La chance aurait-elle enfin tourné pour Haïti, alors que le pays peine toujours à se remettre du séisme de 2010, qui a fait 200.000 morts et d’infinis dommages matériels?
Décès attribués au Covid-19: «les chiffres sont dérisoires»
Interviewé par Sputnik, Clarens Renois, ex-candidat présidentiel et chef du parti d’opposition UNIR (Union nationale pour l’intégrité et la réconciliation), observe effectivement que «l’hécatombe n’est jamais survenue» dans son pays:
«Les chiffres sont dérisoires par rapport à ceux des pays occidentaux et de la République dominicaine. Il y a très peu de victimes et de personnes infectées. C’en est même à se demander si le virus est vraiment passé par ce pays. Il n’y a pas de trace de la pandémie ni de distanciation sociale. Le port du masque est également loin d’être généralisé, même dans les transports publics», relate-t-il à notre micro.
Un scénario que personne n’anticipait au tout début de la crise, en mars 2020, alors que le Président Jovenel Moïse déclarait que les autorités avaient pris des «mesures drastiques pour contenir la propagation de la pandémie». Le Président avait entre autres annoncé la fermeture des écoles, centres de formation et universités, de même que celle de plusieurs usines, compromettant là une grande partie de l’activité économique.

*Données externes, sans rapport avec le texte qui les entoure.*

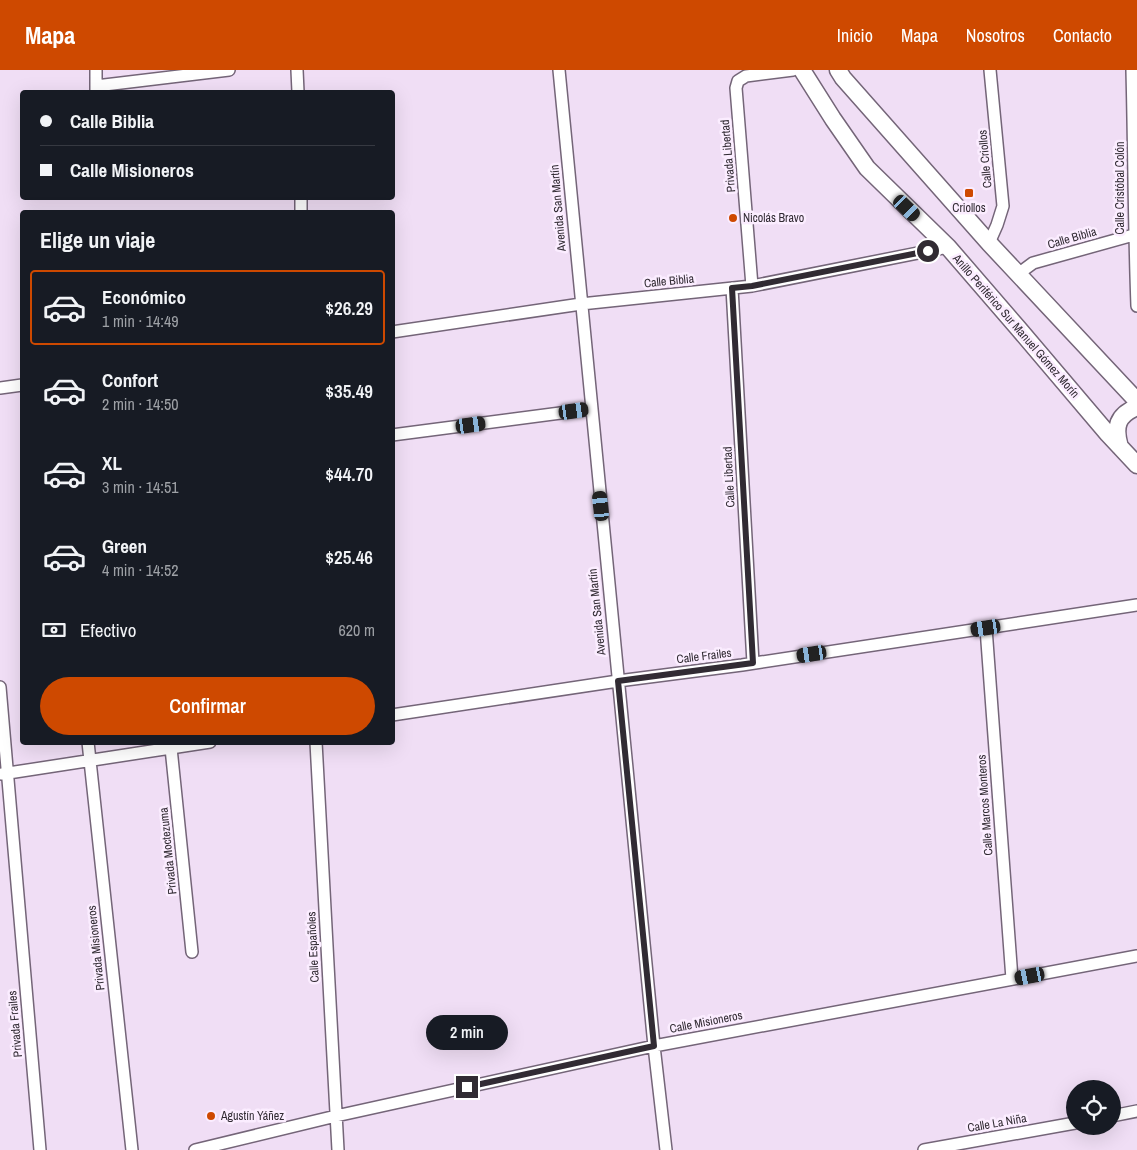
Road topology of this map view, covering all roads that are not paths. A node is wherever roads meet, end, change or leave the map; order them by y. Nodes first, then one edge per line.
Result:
1 (96, 70) edge
2 (229, 70) edge
3 (297, 70) edge
4 (559, 70) edge
5 (793, 70) edge
6 (802, 70) edge
7 (838, 70) edge
8 (990, 70) edge
9 (1132, 70) edge
10 (96, 89) edge
11 (298, 90) edge
12 (1135, 128) edge
13 (1136, 234) edge
14 (989, 242) junction
15 (948, 247) junction
16 (1018, 274) junction
17 (752, 286) junction
18 (732, 288) junction
19 (581, 304) junction
20 (1137, 306) edge
21 (395, 332) edge
22 (20, 385) edge
23 (0, 388) edge
24 (1137, 401) edge
25 (1137, 407) edge
26 (591, 409) junction
27 (395, 435) edge
28 (1120, 447) junction
29 (1137, 465) edge
30 (1137, 604) edge
31 (986, 628) junction
32 (753, 663) junction
33 (618, 681) junction
34 (0, 688) edge
35 (395, 715) edge
36 (88, 745) edge
37 (190, 745) edge
38 (316, 745) edge
39 (171, 748) junction
40 (89, 761) junction
41 (4, 773) edge
42 (192, 952) dead end
43 (1137, 956) edge
44 (1012, 980) junction
45 (654, 1046) junction
46 (1137, 1112) edge
47 (1121, 1115) edge
48 (336, 1116) junction
49 (1066, 1125) edge
50 (40, 1150) edge
51 (132, 1150) edge
52 (195, 1150) edge
53 (338, 1150) edge
54 (666, 1150) edge
55 (924, 1150) edge

1 - 10 street
2 - 10 street
3 - 11 street
4 - 19 street, Avenida San Martín
5 - 17 street, Privada Libertad
6 - 15 street, Anillo Periférico Sur Manuel Gómez Morín
7 - 14 street
8 - 14 street, Calle Criollos
9 - 12 street, Calle Cristóbal Colón
12 - 13 street, Calle Cristóbal Colón
13 - 16 street, Calle Biblia
13 - 20 street, Calle Cristóbal Colón
14 - 16 street
15 - 17 street, Calle Biblia
15 - 28 street, Anillo Periférico Sur Manuel Gómez Morín
16 - 24 street
17 - 18 street, Calle Biblia
18 - 19 street, Calle Biblia
18 - 32 street, Calle Libertad
19 - 21 street, Calle Biblia
19 - 26 street, Avenida San Martín
22 - 23 street
25 - 28 street
26 - 27 street
26 - 33 street, Avenida San Martín
28 - 29 street, Anillo Periférico Sur Manuel Gómez Morín
30 - 31 street, Calle Frailes
31 - 32 street, Calle Frailes
31 - 44 street, Calle Marcos Monteros
32 - 33 street, Calle Frailes
33 - 35 street, Calle Frailes
33 - 45 street, Avenida San Martín
34 - 41 street, Privada Frailes
36 - 40 street, Privada Misioneros
37 - 39 street
38 - 48 street, Calle Españoles
39 - 40 street
39 - 42 street, Privada Moctezuma
40 - 41 street
40 - 51 street, Privada Misioneros
41 - 50 street, Privada Frailes
43 - 44 street, Calle Misioneros
44 - 45 street, Calle Misioneros
45 - 48 street, Calle Misioneros
45 - 54 street, Avenida San Martín
46 - 47 street
48 - 52 street, Calle Misioneros
48 - 53 street, Calle Españoles
49 - 55 street, Calle La Niña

Covid-19, le «mystère Haïti»?
Or, la plupart des mesures ont rapidement été levées et la population a continué à vivre de la même façon qu’avant la crise:
«C’est un tout autre monde aussi par rapport à la Floride, qui n’est pas loin d’Haïti. […] On pourrait penser que le marché touristique a favorisé une plus grande propagation en République dominicaine, mais Haïti a quand même une diaspora aux États-Unis et un peu partout, qui revient régulièrement. […] Il faudrait convoquer des scientifiques, mais notre population très jeune explique peut-être une certaine résistance au virus», poursuit le politicien.
Toutefois, le doute subsiste: les données compilées par Port-au-Prince sont-elles vraiment fiables? Le nombre de tests administrés est-il suffisant? Pour le chef du parti UNIR, même si les données n’étaient pas complètement justes et le nombre de tests inadéquat, les gens se seraient tout de même aperçus d’un taux de mortalité beaucoup plus élevé parmi leurs proches:
La crise du Covid-19 est survenue dans la perle des Antilles dans un contexte de fortes tensions entre le pouvoir en place à Port-au-Prince et les opposants au Président Jovenel Moïse. De février 2019 jusqu’au printemps 2020, des milliers de citoyens ont multiplié les manifestations pour dénoncer la corruption et l’économie en chute libre.
Opposition au Président: la crise politique n’est pas terminée pour autant
Le Président Jovenel Moïse est notamment toujours accusé d’avoir détourné des fonds du Petrocaribe, un prêt accordé à Haïti par le Venezuela. Une enquête de la Cour supérieure des comptes a conclu que le Président avait participé à cette fraude.
En tout cas, Clarens Renois estime que le Président ne pourra pas être jugé par la population pour sa gestion de la pandémie, compte tenu de son impact dérisoire et aussi parce que la pandémie n’a, dans l’absolu, guère préoccupé les Haïtiens. Une question de culture, selon notre interlocuteur:
«Les Haïtiens sont habitués à la mort. Ce n’est pas une préoccupation quotidienne. Par contre, les gens n’étaient plus habitués à cette réalité dans les pays occidentaux, où le fait d’avoir un virus incontrôlable a beaucoup plus choqué et fait paniquer. En Haïti, les gens meurent de n’importe quoi: de malnutrition, de manque de soins, etc. Il n’y a pas cette panique devant la mort», conclut Clarens Renois.